I must have been thirteen. I know because my memory puts me in the house on Heatherwood Drive in Decatur. Also, I was of an age where I could be left alone, but was still immature enough I went prowling.

The house was quiet and cool, summer cool, a cool resulting from the open windows and the shade from the giant oak trees that lined our property line. It was quiet also. I was big enough to pick up Daddy’s desk chair. I moved it to the door of his closet. There on the shelf above the hanging clothes were the cardboard shoe boxes. I’d seen them over and over since we moved into that house. I knew there were no shoes in them.

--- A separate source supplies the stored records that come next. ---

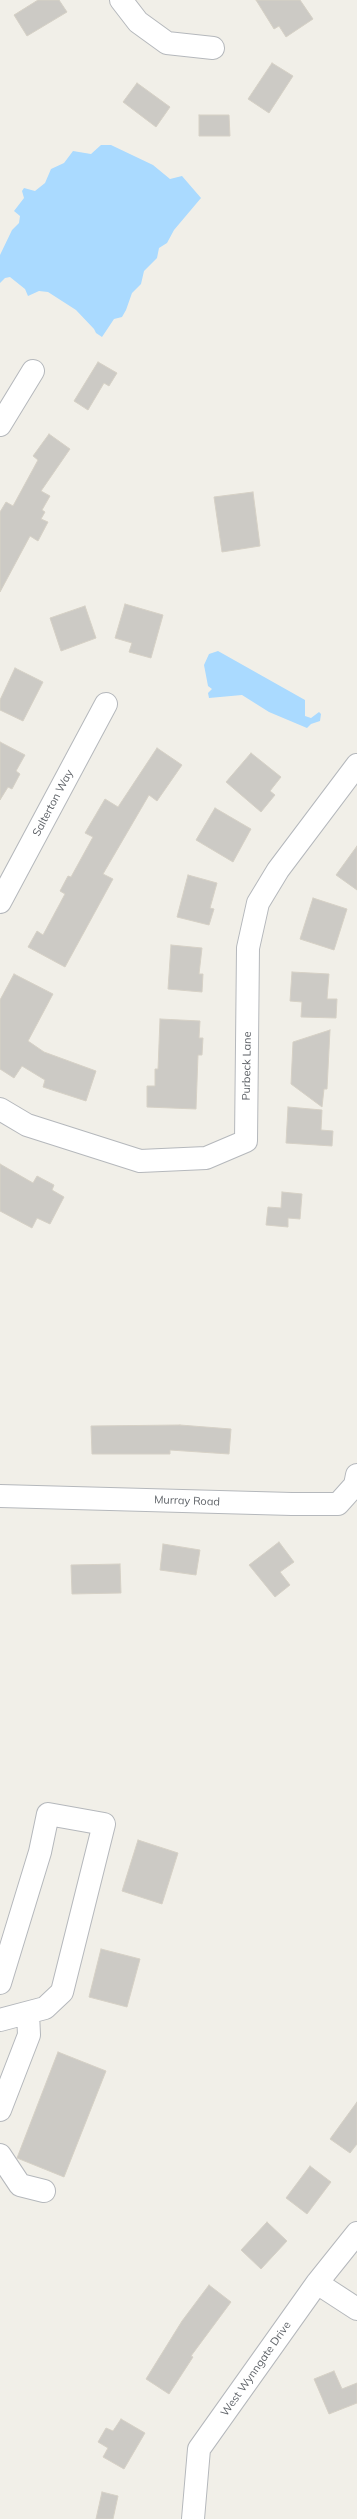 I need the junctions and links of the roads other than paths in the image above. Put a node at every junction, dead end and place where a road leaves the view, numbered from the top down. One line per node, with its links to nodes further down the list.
1 (121, 0): 2 (street)
2 (213, 48)
3 (33, 371): 4 (street)
4 (0, 425)
5 (106, 704): 7 (street, Salterton Way)
6 (357, 764): 8 (street, Purbeck Lane)
7 (0, 902)
8 (0, 1109)
9 (357, 1475): 10 (street, Murray Road)
10 (0, 1496)
11 (0, 1983): 12 (street)
12 (28, 2012): 13 (street); 14 (street)
13 (0, 2020)
14 (0, 2110)
15 (0, 2155): 16 (street)
16 (44, 2191)
17 (357, 2233): 18 (street, West Wynngate Drive)
18 (318, 2283): 19 (street); 20 (street, West Wynngate Drive)
19 (357, 2310)
20 (193, 2519)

Pulling the boxes down I arranged them neatly on Mother’s and Daddy’s bed. With cool deliberation of a child determined not to be bound by parental restrictions I opened the first box. Photos filled the box. Some had a brownish tinge to them, evidence of the stage of photography in that day. I sat down on Daddy’s chair. These pictures were fascinating. The pictures were of soldiers.

I stared at them in fascination. Wait! There was Daddy; and that was John sitting with him on a footlocker beside an army cot. They each had a beer bottle in their hands which they held upward as if toasting the cameraman. They had spectacular smiles on their faces. I would be many years older before I realized the contents of that bottle has much to do with the nature of those smiles. Another picture was of soldiers playing baseball. Wait! There was Walter, Daddy’s friend just down the street. Walter was at bat. Daddy was clapping his hands in the background. The rest of the pictures in that box were more of Daddy and his buddies, laughing, playing, joking, drinking. There were a lot of pictures of drinking. I replaced the pictures in the order I’d found them stacking the carefully the same way lest he discover I’d transgressed into his private memories.

The pictures in the next box were different. Even a naive kid as I recognized these as pictures of bombs impacting the ground and taken from the bomber formation, aircraft sitting on the runway with holes in the fuselage, aircraft burning at the end or the side of runways. There were also pictures of bodies, bodies being removed from the inwards of B-17s. What was this. There were no smiling faces in these pictures. These were images of death, cold, brutal, death.

The house was more quiet than usual. The summer cool had become chilling. I stared at one picture. How could a plane fly with that many holes in it?

It was that summer day, I first discovered my Daddy was a hero. He’d gone to war a kid and come home an adult with memories no one should have to endure. I thought of all Daddy’s friends who occupied the pictures in the first box. I thought about the second box as I, now with reverence, replaced it on the shelf. Instinctively I knew why they never talked about the war when they gathered on our patio to laugh and drink and dance with their wives.

Daddy never knew how I bonded to him that day. I never confessed my transgression. But I now knew why Daddy cried whenever the flag passed. My Daddy was a veteran.